About two years. I had my baby right in the middle. I did most of the writing while I was pregnant, and most of the revising after.

How is this book different than your others?

There are actually more similarities than I thought there would be. I have a tendency to write a lot about character, then I gravitate towards big ideas. In the “Wish” series, there is the fantasy element of the magic dresses, and in “Tumble & Fall,” there is the big science element of the asteroid. I like putting normal people in extraordinary situations, but I enjoy being able to ground the story and without the magical elements.

How did you get into writing young adult fiction?

I kind of stumbled into it. I went to school for dramatic writing, and I was working for a playwright, but I needed a more steady job. So I started working at Alloy Entertainment, who was doing young adult books. Also, all my plays had been about older teenage characters, and it was really where my voice was. I was 18 or 19 at the time, so I was writing my own experiences.
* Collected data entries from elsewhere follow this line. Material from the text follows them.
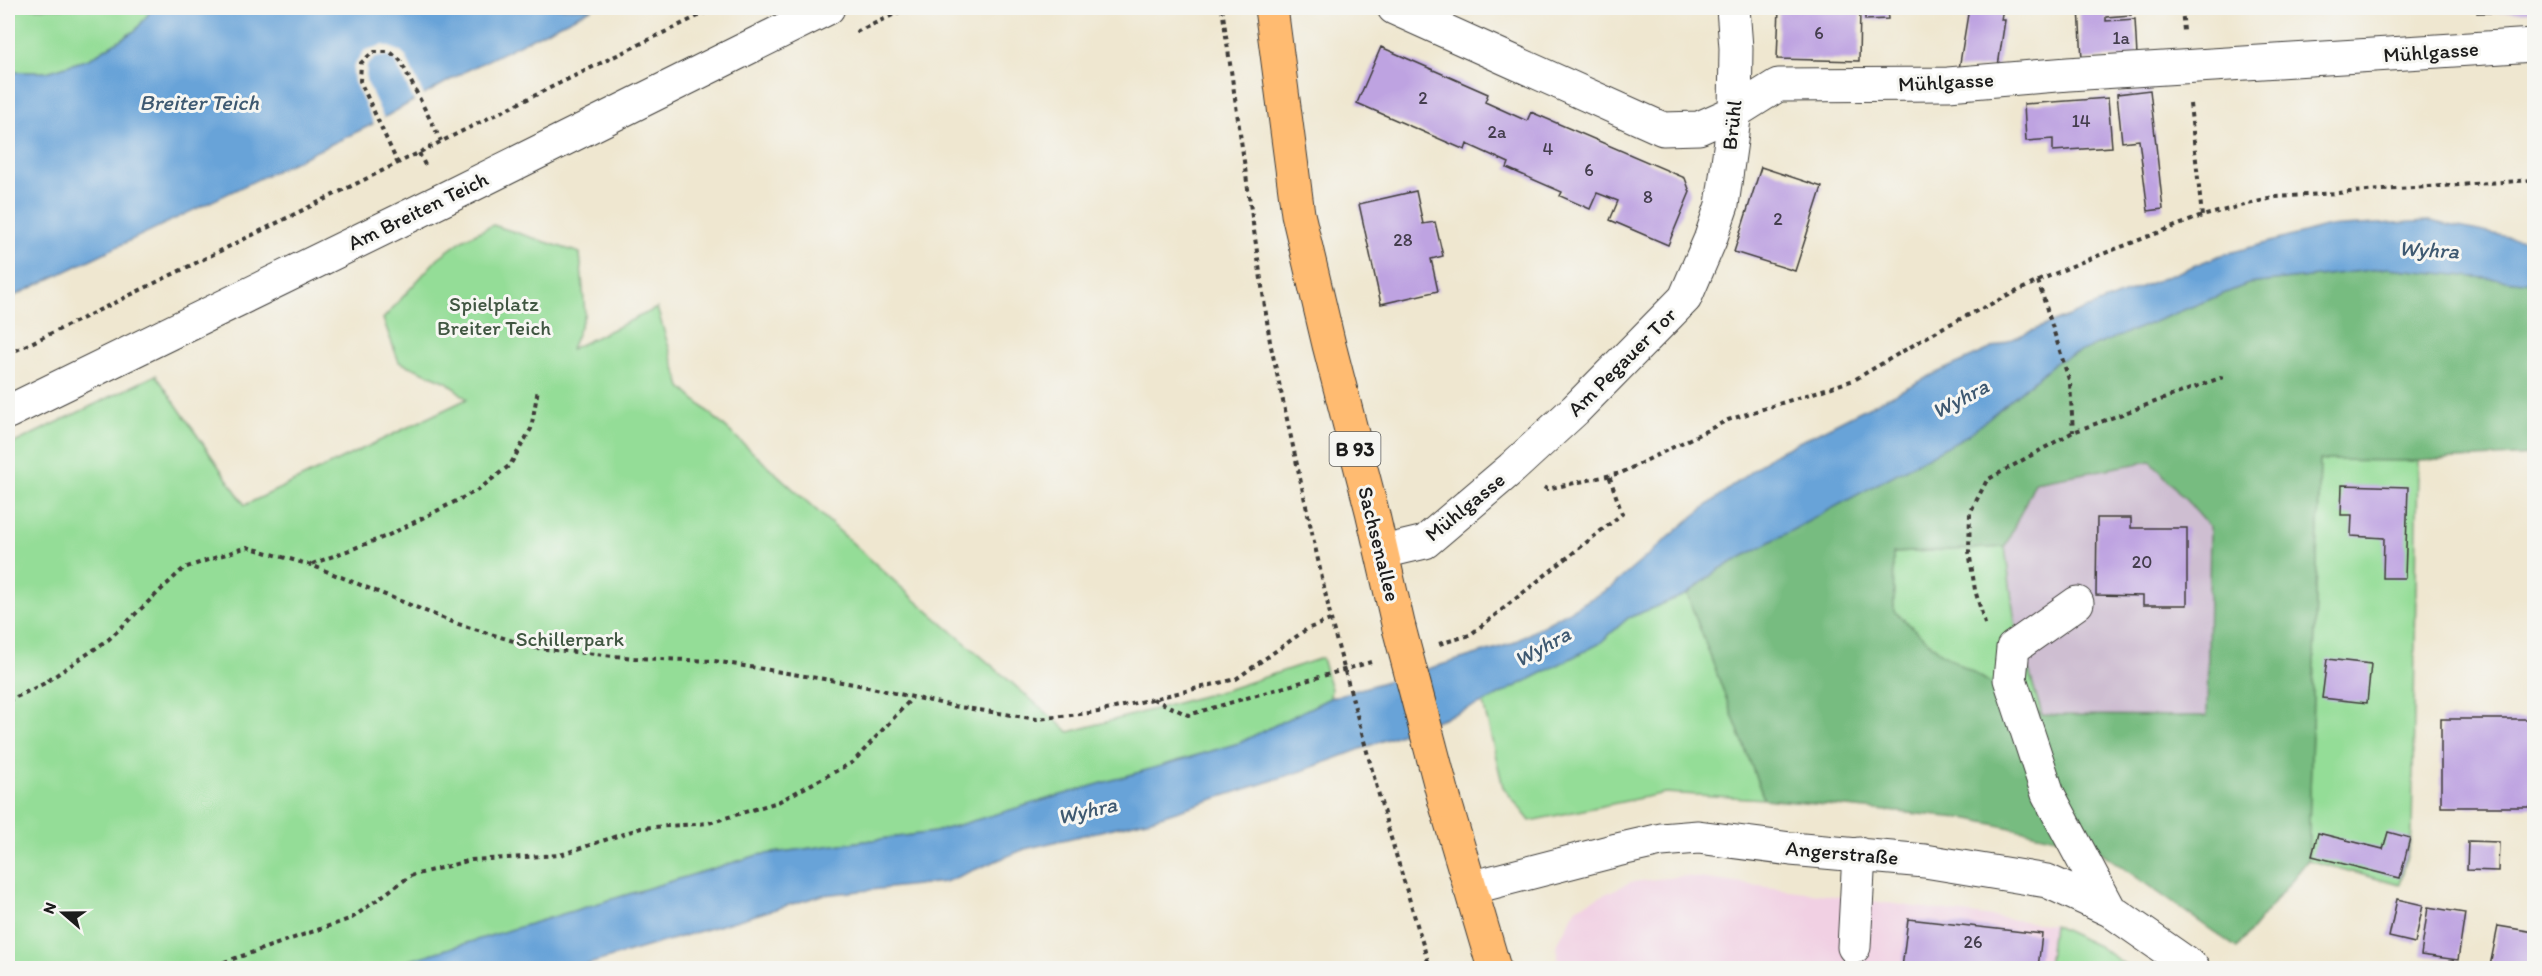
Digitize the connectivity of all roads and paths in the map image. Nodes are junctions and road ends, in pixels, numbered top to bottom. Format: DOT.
graph roads {
  1 [pos="715,8"];
  2 [pos="828,8"];
  3 [pos="1222,8"];
  4 [pos="1271,8"];
  5 [pos="1394,8"];
  6 [pos="1733,8"];
  7 [pos="2535,45"];
  8 [pos="2186,67"];
  9 [pos="1736,112"];
  10 [pos="441,141"];
  11 [pos="398,164"];
  12 [pos="2535,180"];
  13 [pos="2202,216"];
  14 [pos="1710,240"];
  15 [pos="2038,281"];
  16 [pos="8,354"];
  17 [pos="2223,377"];
  18 [pos="538,389"];
  19 [pos="8,412"];
  20 [pos="2073,432"];
  21 [pos="1512,468"];
  22 [pos="1609,476"];
  23 [pos="1383,552"];
  24 [pos="311,564"];
  25 [pos="2077,603"];
  26 [pos="1330,620"];
  27 [pos="1986,627"];
  28 [pos="1470,635"];
  29 [pos="1313,678"];
  30 [pos="913,697"];
  31 [pos="1152,699"];
  32 [pos="8,701"];
  33 [pos="1859,854"];
  34 [pos="1470,888"];
  35 [pos="2109,910"];
  36 [pos="1854,947"];
  37 [pos="207,969"];
  38 [pos="1430,969"];
  39 [pos="1494,969"];
  40 [pos="2193,969"];
  1 -- 10 [label="path"];
  2 -- 19 [label="street, Am Breiten Teich"];
  3 -- 26 [label="path"];
  4 -- 23 [label="main road, Sachsenallee / B 93"];
  5 -- 9 [label="street, Mühlgasse"];
  6 -- 9 [label="street, Brühl"];
  7 -- 8 [label="street, Mühlgasse"];
  8 -- 9 [label="street, Mühlgasse"];
  8 -- 13 [label="path"];
  9 -- 14 [label="street, Brühl"];
  10 -- 11 [label="path"];
  10 -- 11 [label="path"];
  11 -- 16 [label="path"];
  12 -- 13 [label="path"];
  13 -- 15 [label="path"];
  14 -- 21 [label="street, Am Pegauer Tor"];
  15 -- 20 [label="path"];
  15 -- 22 [label="path"];
  17 -- 20 [label="path"];
  18 -- 24 [label="path"];
  20 -- 27 [label="path"];
  21 -- 22 [label="path"];
  21 -- 23 [label="street, Mühlgasse"];
  22 -- 28 [label="path"];
  23 -- 34 [label="main road, Sachsenallee / B 93, bridge"];
  24 -- 30 [label="path"];
  24 -- 32 [label="path"];
  25 -- 35 [label="street"];
  26 -- 31 [label="path"];
  26 -- 38 [label="path, bridge"];
  29 -- 31 [label="path"];
  30 -- 31 [label="path"];
  30 -- 37 [label="path"];
  33 -- 34 [label="street, Angerstraße"];
  33 -- 35 [label="street, Angerstraße"];
  33 -- 36 [label="street"];
  34 -- 39 [label="main road, Sachsenallee / B 93"];
  35 -- 40 [label="street, Angerstraße"];
}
I guess I still haven’t grown out of it.

How do you feel your background as a playwright has affected your fiction?

It was a huge challenge. I love writing dialogue, and my first drafts of books were always lines of dialogue. I had to learn how to fill it out, and put my characters in scenes instead of trusting they would be seen, like in a play.

How is Tumble & Fall different from other teen science fiction reads?

For better or worse, it is not actually a science fiction book. That genre is hugely popular in the young adult book world. But the story is very character driven, and it focuses on teenagers who are forced to face the fact there’s nothing they can do.

Why did you set Tumble & Fall on Martha’s Vineyard?

I love writing about the Island, I’m addicted to writing about here. I think this place gives unique perspective to any story, because it has its own character. It helps to serve stories.